The lines you need are those holding the word "MORVEN"; pull them from the material.

================================

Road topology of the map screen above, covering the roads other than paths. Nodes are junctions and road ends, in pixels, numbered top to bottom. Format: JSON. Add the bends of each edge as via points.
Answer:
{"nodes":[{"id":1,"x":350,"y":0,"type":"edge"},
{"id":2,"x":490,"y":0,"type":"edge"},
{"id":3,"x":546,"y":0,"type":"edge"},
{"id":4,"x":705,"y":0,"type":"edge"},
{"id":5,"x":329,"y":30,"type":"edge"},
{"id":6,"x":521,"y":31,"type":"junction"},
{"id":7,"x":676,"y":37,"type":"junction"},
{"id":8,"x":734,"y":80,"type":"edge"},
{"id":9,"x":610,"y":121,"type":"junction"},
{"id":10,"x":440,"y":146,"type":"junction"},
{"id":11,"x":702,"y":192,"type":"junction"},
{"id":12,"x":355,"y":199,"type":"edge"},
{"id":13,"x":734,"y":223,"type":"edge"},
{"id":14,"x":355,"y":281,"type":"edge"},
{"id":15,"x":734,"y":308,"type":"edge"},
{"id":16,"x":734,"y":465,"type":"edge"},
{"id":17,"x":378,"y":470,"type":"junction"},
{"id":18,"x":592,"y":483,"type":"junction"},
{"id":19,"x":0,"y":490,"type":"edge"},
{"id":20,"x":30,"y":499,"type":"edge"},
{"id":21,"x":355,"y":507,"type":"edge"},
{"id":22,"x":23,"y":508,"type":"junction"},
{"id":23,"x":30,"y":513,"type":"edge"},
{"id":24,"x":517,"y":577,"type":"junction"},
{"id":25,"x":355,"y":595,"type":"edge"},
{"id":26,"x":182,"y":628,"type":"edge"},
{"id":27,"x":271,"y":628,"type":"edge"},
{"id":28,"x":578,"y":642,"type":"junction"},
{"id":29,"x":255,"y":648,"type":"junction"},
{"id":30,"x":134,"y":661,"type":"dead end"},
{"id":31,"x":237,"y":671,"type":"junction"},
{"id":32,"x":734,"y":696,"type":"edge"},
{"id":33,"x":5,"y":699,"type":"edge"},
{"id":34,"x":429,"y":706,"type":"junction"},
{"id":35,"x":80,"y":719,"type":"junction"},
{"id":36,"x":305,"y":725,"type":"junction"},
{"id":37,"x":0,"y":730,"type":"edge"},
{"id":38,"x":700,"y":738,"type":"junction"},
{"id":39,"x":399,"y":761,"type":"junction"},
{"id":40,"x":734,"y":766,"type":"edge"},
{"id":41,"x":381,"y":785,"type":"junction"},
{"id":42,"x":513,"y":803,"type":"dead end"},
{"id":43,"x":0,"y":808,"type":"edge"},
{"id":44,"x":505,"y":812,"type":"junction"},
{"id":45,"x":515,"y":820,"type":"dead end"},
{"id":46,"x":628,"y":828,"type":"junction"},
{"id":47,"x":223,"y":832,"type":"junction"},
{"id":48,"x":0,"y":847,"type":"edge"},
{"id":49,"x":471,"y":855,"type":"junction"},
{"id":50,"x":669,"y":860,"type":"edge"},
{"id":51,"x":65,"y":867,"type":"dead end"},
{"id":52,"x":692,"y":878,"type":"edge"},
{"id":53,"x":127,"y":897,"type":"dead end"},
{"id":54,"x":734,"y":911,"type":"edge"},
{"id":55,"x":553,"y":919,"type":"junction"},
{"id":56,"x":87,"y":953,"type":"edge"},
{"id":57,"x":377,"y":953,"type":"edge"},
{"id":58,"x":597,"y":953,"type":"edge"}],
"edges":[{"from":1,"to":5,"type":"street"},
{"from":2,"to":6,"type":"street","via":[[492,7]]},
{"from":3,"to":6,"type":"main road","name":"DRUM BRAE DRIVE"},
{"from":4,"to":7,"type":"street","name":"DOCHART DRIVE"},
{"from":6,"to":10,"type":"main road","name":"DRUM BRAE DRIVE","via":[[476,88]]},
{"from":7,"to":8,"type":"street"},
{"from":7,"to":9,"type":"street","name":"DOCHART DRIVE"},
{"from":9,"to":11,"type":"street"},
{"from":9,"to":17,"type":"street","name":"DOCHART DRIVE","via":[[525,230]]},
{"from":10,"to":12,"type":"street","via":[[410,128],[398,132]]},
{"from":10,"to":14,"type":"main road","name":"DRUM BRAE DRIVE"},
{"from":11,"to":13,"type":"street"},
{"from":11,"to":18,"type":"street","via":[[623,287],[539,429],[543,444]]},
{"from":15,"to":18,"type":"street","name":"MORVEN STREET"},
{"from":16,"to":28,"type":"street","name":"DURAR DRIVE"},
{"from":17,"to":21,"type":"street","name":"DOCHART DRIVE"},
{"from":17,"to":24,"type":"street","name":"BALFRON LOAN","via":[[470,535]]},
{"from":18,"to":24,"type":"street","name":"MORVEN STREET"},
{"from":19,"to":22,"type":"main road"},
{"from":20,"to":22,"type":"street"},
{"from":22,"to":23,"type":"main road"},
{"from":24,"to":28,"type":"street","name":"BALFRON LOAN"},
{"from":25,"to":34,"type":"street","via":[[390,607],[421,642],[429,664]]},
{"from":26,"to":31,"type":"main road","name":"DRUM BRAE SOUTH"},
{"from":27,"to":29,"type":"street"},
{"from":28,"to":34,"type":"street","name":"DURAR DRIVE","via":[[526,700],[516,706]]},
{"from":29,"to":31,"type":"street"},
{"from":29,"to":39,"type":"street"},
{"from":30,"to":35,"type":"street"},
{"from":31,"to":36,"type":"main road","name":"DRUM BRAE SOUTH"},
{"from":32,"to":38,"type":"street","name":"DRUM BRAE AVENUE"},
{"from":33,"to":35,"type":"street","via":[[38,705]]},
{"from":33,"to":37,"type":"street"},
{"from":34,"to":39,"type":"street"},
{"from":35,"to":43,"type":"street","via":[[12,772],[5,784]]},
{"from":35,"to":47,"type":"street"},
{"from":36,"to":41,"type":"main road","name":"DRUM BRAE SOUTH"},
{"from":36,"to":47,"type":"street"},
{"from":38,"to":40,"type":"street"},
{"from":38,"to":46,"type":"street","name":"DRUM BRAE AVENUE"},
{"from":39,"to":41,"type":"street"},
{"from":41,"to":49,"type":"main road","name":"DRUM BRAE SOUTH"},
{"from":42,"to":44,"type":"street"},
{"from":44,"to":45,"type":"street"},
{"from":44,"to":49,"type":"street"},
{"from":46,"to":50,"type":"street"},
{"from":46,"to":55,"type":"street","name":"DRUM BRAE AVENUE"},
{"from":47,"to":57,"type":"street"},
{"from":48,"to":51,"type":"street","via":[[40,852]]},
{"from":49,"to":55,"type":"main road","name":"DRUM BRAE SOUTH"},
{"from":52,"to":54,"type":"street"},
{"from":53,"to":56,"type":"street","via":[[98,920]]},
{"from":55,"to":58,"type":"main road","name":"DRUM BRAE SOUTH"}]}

================================

**Task output**
{"from":15,"to":18,"type":"street","name":"MORVEN STREET"},
{"from":18,"to":24,"type":"street","name":"MORVEN STREET"},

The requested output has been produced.